Federal Reserve officials were divided at their last meeting on the direction to take with interest rates, with some members seeing the need for further increases while others expected slower growth to suppress the need to tighten further, according to minutes released Wednesday.
Although the decision to raise the Fed’s benchmark rate by a quarter of a percentage point was unanimous, the meeting summary reflected disagreement on what the next move should be, with a tilt toward policy less aggressive.
In the end, the Federal Open Market Committee responsible for setting rates voted to remove a key phrase from its post-meeting statement that had indicated that “further policy tightening may be appropriate.”
The Fed now appears to be moving towards a more data-driven approach in which a myriad of factors will determine whether the rate hike cycle continues.
“Participants generally expressed uncertainty about the extent to which further policy tightening might be appropriate,” the minutes read. “Many participants focused on the need to retain optionality after this meeting.”
Essentially, the debate boiled down to two scenarios.
One, championed by “some” members, said progress in reducing inflation was “unacceptably slow” and would require further hikes. The other, backed by “several” FOMC members, saw a slowdown in economic growth in which “additional policy firming after this meeting may not be necessary.”
Minutes do not identify individual members or quantify “some” or “many” with specific numbers. However, in Fed parlance, “many” is considered more than “some”. The minutes noted that members agreed that inflation was “substantially high” relative to the Fed’s target.
While future expectations differed, there seemed to be strong agreement that a trajectory in which the Fed has raised rates 10 times for a total of 5 percentage points since March 2022 is no longer so certain.
“Given the significant risks to the Committee’s objectives with respect to both maximum employment and price stability, participants generally noted the importance of closely monitoring incoming information and its implications for the economic outlook. “, says the document.
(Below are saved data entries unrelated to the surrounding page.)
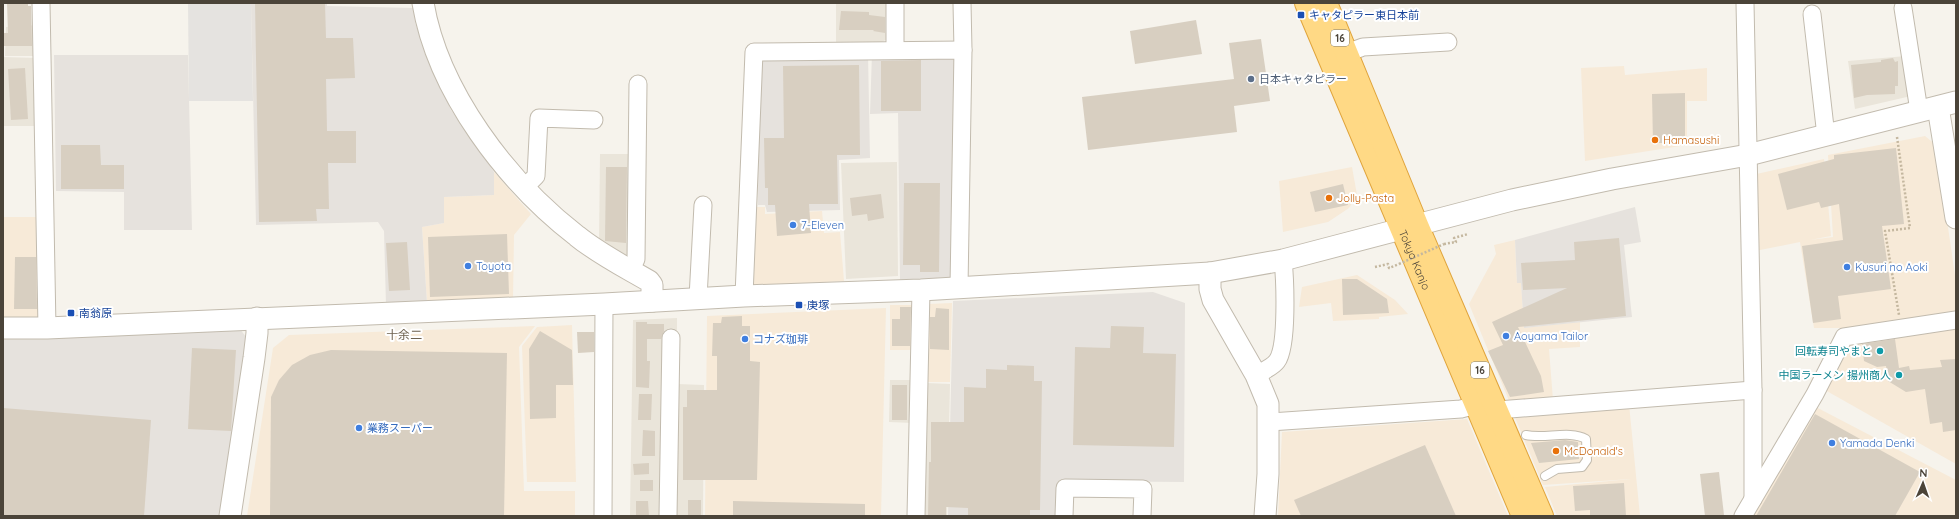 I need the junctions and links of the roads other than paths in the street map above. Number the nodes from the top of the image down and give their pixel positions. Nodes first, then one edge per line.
1 (41, 3) edge
2 (423, 3) edge
3 (895, 3) edge
4 (962, 3) edge
5 (1306, 3) edge
6 (1326, 3) edge
7 (1745, 3) edge
8 (1903, 8) dead end
9 (1812, 14) dead end
10 (1448, 42) dead end
11 (895, 50) junction
12 (963, 50) junction
13 (1338, 56) junction
14 (638, 84) dead end
15 (1938, 107) edge
16 (594, 120) dead end
17 (1826, 136) junction
18 (1748, 155) junction
19 (524, 188) junction
20 (703, 205) dead end
21 (1956, 218) edge
22 (1409, 227) junction
23 (1283, 260) junction
24 (631, 270) junction
25 (1210, 274) junction
26 (959, 288) junction
27 (921, 290) junction
28 (744, 296) junction
29 (698, 298) junction
30 (652, 301) junction
31 (604, 304) junction
32 (257, 318) junction
33 (1956, 320) edge
34 (3, 328) edge
35 (47, 328) junction
36 (670, 338) dead end
37 (1256, 374) junction
38 (1753, 390) junction
39 (1476, 405) junction
40 (1498, 410) junction
41 (1269, 422) junction
42 (1526, 435) dead end
43 (1545, 476) dead end
44 (1753, 499) junction
45 (230, 516) edge
46 (603, 516) edge
47 (668, 516) edge
48 (916, 516) edge
49 (1064, 516) edge
50 (1142, 516) edge
51 (1265, 516) edge
52 (1523, 516) edge
53 (1542, 516) edge
54 (1742, 516) edge

1 - 35 street
2 - 19 street
3 - 11 street
4 - 12 street
5 - 13 highway, Tokyo Kanjo / 16
6 - 13 highway, Tokyo Kanjo / 16
7 - 18 street
8 - 15 street
9 - 17 street
10 - 13 street
11 - 12 street
11 - 28 street
12 - 26 street
13 - 22 highway, Tokyo Kanjo / 16
14 - 24 street
15 - 17 street
15 - 21 street
16 - 19 street
17 - 18 street
18 - 22 street
18 - 38 street
19 - 24 street
20 - 29 street
22 - 23 street
22 - 39 highway, Tokyo Kanjo / 16
22 - 40 highway, Tokyo Kanjo / 16
23 - 25 street
23 - 37 street
24 - 30 street
25 - 26 street
25 - 37 street
26 - 27 street
27 - 28 street
27 - 48 street
28 - 29 street
29 - 30 street
30 - 31 street
31 - 32 street
31 - 46 street
32 - 35 street
32 - 45 street
33 - 44 street
34 - 35 street
36 - 47 street
37 - 41 street
38 - 40 street
38 - 44 street
39 - 41 street
39 - 52 highway, Tokyo Kanjo / 16
40 - 53 highway, Tokyo Kanjo / 16
41 - 51 street
42 - 43 lane
44 - 54 street
49 - 50 street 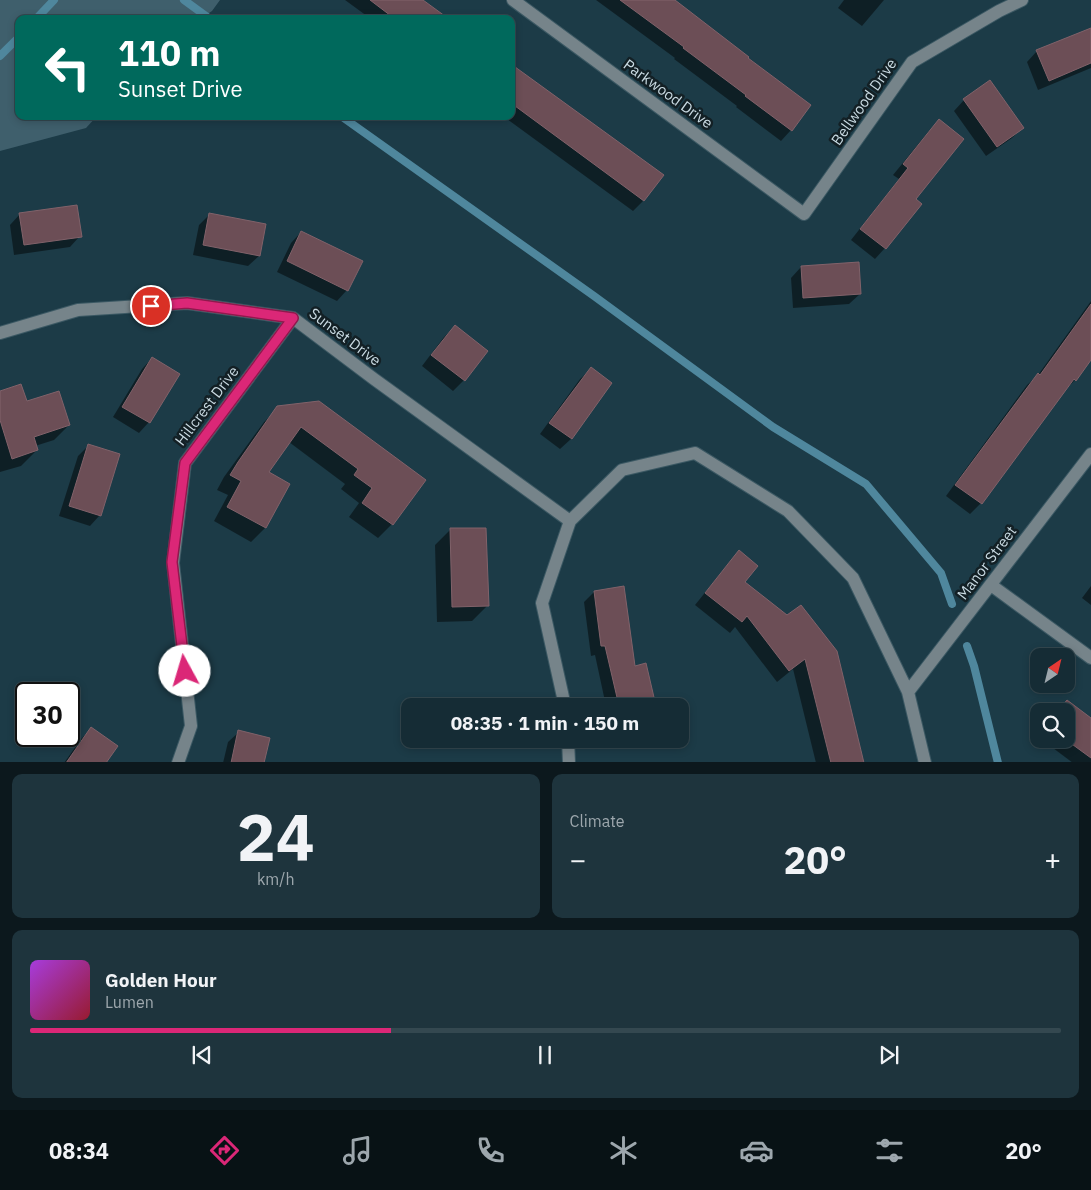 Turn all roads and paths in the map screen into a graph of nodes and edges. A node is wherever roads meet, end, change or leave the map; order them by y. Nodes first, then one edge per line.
1 (513, 0) edge
2 (1022, 0) edge
3 (996, 5) edge
4 (804, 214) joint
5 (293, 318) junction
6 (0, 333) edge
7 (1091, 454) edge
8 (570, 521) junction
9 (991, 585) junction
10 (1091, 658) edge
11 (908, 692) junction
12 (563, 698) edge
13 (568, 748) edge
14 (178, 762) edge
15 (569, 762) edge
16 (924, 762) edge

1 - 4 street, Parkwood Drive
2 - 3 street, Bellwood Drive
3 - 4 street, Bellwood Drive
5 - 6 street, Sunset Drive
5 - 8 street, Sunset Drive
5 - 14 street, Hillcrest Drive
7 - 9 street, Manor Street
8 - 11 street
8 - 12 street
9 - 10 street
9 - 11 street, Manor Street
11 - 16 street
13 - 15 street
FOMC officials also spent time discussing banking sector issues that have seen several mid-sized institutions shut down. The minutes note that the members are ready to use their tools to ensure that the financial system has enough liquidity to cover its needs.
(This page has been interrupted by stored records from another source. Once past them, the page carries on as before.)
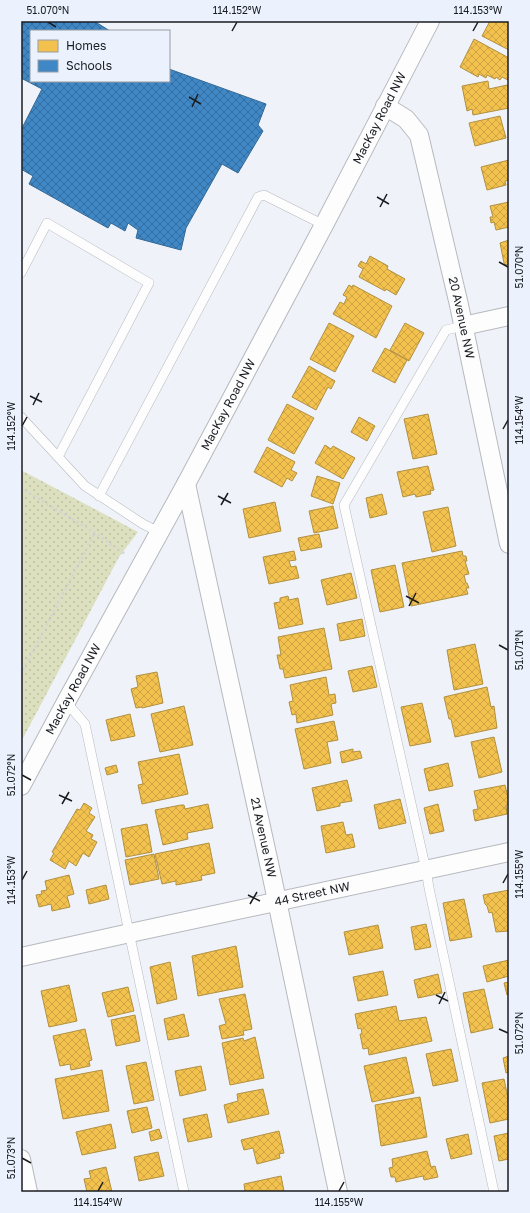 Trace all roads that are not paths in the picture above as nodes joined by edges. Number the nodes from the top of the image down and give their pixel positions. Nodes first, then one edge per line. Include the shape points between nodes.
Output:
1 (430, 21) edge
2 (385, 106) junction
3 (324, 225) junction
4 (21, 273) edge
5 (509, 316) edge
6 (463, 326) junction
7 (21, 417) edge
8 (58, 457) junction
9 (186, 484) junction
10 (100, 496) junction
11 (159, 532) junction
12 (509, 544) edge
13 (66, 702) junction
14 (21, 786) edge
15 (509, 852) edge
16 (426, 870) junction
17 (277, 902) junction
18 (130, 933) junction
19 (21, 957) edge
20 (21, 1159) edge
21 (28, 1192) edge
22 (184, 1192) edge
23 (338, 1192) edge
24 (494, 1192) edge

1 - 2 street, MacKay Road NW
2 - 3 street, MacKay Road NW
2 - 6 street, 20 Avenue NW via 406,119 419,135
3 - 9 street, MacKay Road NW
3 - 10 lane via 264,195 258,197
4 - 8 lane via 47,223 149,283
5 - 6 street
6 - 12 street, 20 Avenue NW
6 - 16 lane via 446,330 344,505
7 - 8 lane
8 - 10 lane via 85,486
9 - 11 street, MacKay Road NW
9 - 17 street, 21 Avenue NW
10 - 11 lane
11 - 13 street, MacKay Road NW
13 - 14 street, MacKay Road NW
13 - 18 lane via 85,724
15 - 16 street, 44 Street NW
16 - 17 street, 44 Street NW
16 - 24 lane
17 - 18 street, 44 Street NW
17 - 23 street, 21 Avenue NW
18 - 19 street, 44 Street NW
18 - 22 lane
20 - 21 street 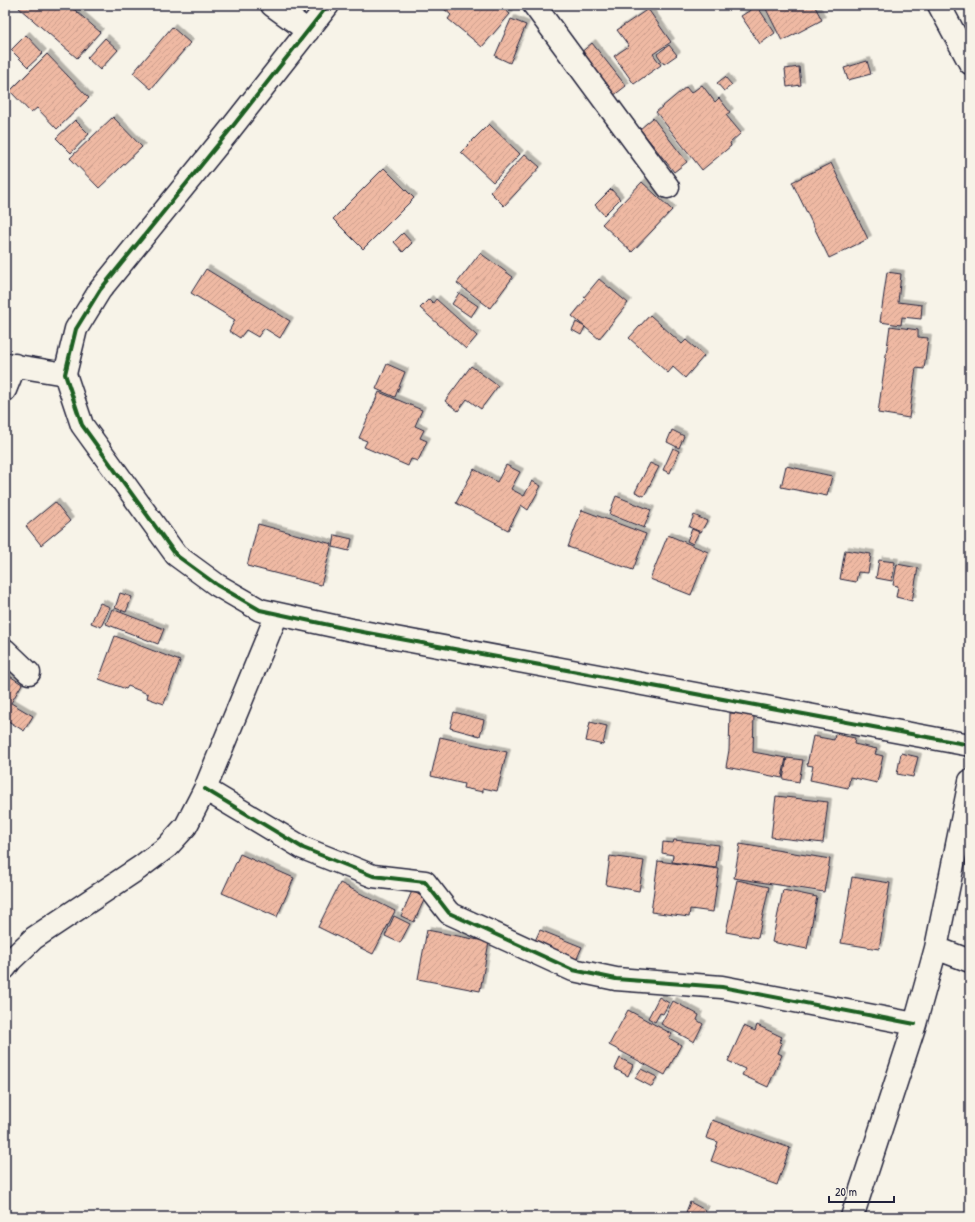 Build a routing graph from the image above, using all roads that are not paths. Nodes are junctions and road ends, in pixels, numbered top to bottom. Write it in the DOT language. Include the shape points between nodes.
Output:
graph roads {
  1 [pos="272,5"];
  2 [pos="328,5"];
  3 [pos="534,5"];
  4 [pos="939,5"];
  5 [pos="308,31"];
  6 [pos="970,63"];
  7 [pos="668,187"];
  8 [pos="10,364"];
  9 [pos="65,374"];
  10 [pos="5,390"];
  11 [pos="277,614"];
  12 [pos="5,650"];
  13 [pos="29,673"];
  14 [pos="970,745"];
  15 [pos="970,782"];
  16 [pos="205,789"];
  17 [pos="936,948"];
  18 [pos="970,961"];
  19 [pos="5,968"];
  20 [pos="915,1024"];
  21 [pos="852,1217"];
  1 -- 5 [label="street"];
  2 -- 5 [label="street"];
  3 -- 7 [label="street"];
  4 -- 6 [label="street"];
  5 -- 9 [label="street" via="100,290 76,329"];
  8 -- 9 [label="street"];
  8 -- 10 [label="street"];
  9 -- 11 [label="street" via="82,425 176,555 217,585 260,610"];
  11 -- 14 [label="street"];
  11 -- 16 [label="street"];
  12 -- 13 [label="street"];
  15 -- 17 [label="street"];
  16 -- 19 [label="street" via="186,826 167,847 34,938"];
  16 -- 20 [label="street" via="303,848 373,876 425,882 449,913 573,970 616,979 722,987"];
  17 -- 18 [label="street"];
  17 -- 20 [label="street"];
  20 -- 21 [label="street"];
}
At the March meeting, Fed economists noted that the expected contraction in credit due to banking strains would likely tip the economy into recession.
They repeated that assertion at the May meeting, while noting that if the credit crunch eased, it would pose an upside risk to economic growth. The minutes noted that the scenario of a lesser impact from banking services is “considered only slightly less likely than the baseline scenario.”
The release of the minutes comes amid disparate public statements from officials about where the Fed should go from here.
Markets expect May’s rate hike to be the last of this cycle and the Fed to cut rates by about a quarter of a percentage point before the end of the year, according to prices. of the futures market. This expectation comes with the assumption that the economy will slow down and possibly tip into recession as inflation approaches the Fed’s 2% target.
However, virtually all officials expressed skepticism, if not disdain, about the likelihood of a reduction this year.
More recently, Gov. Christopher Waller said in a speech Wednesday that while the data didn’t make a clear case for June’s rate decision, he’s inclined to think more hikes will be needed to bring down stubbornly high inflation.
“I don’t expect the data coming in over the next couple of months to be a clear indication that we’ve reached the terminal rate,” Waller said, referring to the end point of the hike. “And I don’t support stopping rate hikes unless we get clear evidence that inflation is falling towards our 2% target. But if we have to hike or jump at the June meeting, that will depend on how the data comes in over the next three weeks.”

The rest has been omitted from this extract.